● **ACTIVITY**:
Pull every line containing "leaves" from the data.

(Saved data entries)
+ + + + + + +
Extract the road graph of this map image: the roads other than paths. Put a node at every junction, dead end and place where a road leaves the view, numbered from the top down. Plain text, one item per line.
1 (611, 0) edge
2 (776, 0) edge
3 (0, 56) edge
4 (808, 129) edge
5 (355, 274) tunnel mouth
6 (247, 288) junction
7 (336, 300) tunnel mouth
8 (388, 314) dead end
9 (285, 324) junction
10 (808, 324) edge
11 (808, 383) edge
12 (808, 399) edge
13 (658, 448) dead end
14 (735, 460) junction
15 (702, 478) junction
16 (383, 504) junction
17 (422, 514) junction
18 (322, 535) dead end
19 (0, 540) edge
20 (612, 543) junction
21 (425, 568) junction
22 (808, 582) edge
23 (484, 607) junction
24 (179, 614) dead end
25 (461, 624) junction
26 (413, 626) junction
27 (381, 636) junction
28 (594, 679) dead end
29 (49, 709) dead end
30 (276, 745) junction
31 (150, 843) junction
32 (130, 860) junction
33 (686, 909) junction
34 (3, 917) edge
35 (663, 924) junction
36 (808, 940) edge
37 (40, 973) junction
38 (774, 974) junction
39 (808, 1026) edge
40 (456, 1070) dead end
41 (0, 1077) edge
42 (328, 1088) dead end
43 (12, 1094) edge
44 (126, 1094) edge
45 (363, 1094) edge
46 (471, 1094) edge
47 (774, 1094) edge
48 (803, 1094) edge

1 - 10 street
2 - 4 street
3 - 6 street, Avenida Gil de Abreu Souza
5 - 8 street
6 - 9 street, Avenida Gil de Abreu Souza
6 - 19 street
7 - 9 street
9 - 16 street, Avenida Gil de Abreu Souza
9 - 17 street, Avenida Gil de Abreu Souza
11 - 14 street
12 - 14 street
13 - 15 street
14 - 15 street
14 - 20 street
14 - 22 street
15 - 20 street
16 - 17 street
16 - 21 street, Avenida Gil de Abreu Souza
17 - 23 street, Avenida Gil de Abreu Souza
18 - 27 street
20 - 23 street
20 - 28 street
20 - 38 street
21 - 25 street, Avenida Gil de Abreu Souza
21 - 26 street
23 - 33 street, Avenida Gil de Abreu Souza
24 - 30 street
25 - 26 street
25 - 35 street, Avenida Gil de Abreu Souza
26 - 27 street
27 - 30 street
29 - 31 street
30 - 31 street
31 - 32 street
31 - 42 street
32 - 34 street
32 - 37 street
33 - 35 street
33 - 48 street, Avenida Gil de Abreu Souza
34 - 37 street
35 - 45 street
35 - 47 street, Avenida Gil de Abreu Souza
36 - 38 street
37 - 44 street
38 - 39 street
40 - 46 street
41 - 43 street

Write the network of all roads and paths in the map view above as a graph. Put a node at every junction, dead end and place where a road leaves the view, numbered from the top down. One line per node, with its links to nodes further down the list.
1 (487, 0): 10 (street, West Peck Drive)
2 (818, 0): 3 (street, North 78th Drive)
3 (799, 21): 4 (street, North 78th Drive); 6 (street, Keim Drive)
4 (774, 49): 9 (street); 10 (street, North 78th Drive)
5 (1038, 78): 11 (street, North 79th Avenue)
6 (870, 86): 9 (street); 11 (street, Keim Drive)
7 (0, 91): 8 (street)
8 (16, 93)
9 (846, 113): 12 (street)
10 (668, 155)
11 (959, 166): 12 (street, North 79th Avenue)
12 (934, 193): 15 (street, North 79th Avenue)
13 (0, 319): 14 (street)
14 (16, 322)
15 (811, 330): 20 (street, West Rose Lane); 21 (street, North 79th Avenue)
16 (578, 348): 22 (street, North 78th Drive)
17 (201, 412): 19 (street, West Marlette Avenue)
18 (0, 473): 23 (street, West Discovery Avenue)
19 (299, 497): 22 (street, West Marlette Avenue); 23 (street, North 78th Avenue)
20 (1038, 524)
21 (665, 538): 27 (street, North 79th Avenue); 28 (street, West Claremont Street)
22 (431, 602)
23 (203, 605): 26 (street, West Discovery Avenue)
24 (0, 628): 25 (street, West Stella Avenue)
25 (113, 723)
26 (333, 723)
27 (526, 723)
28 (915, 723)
+ + + + + + +
● **ANSWER FOR THIS EXERCISE**:
Extract the road graph of this map image: the roads other than paths. Put a node at every junction, dead end and place where a road leaves the view, numbered from the top down. Plain text, one item per line.
Write the network of all roads and paths in the map view above as a graph. Put a node at every junction, dead end and place where a road leaves the view, numbered from the top down. One line per node, with its links to nodes further down the list.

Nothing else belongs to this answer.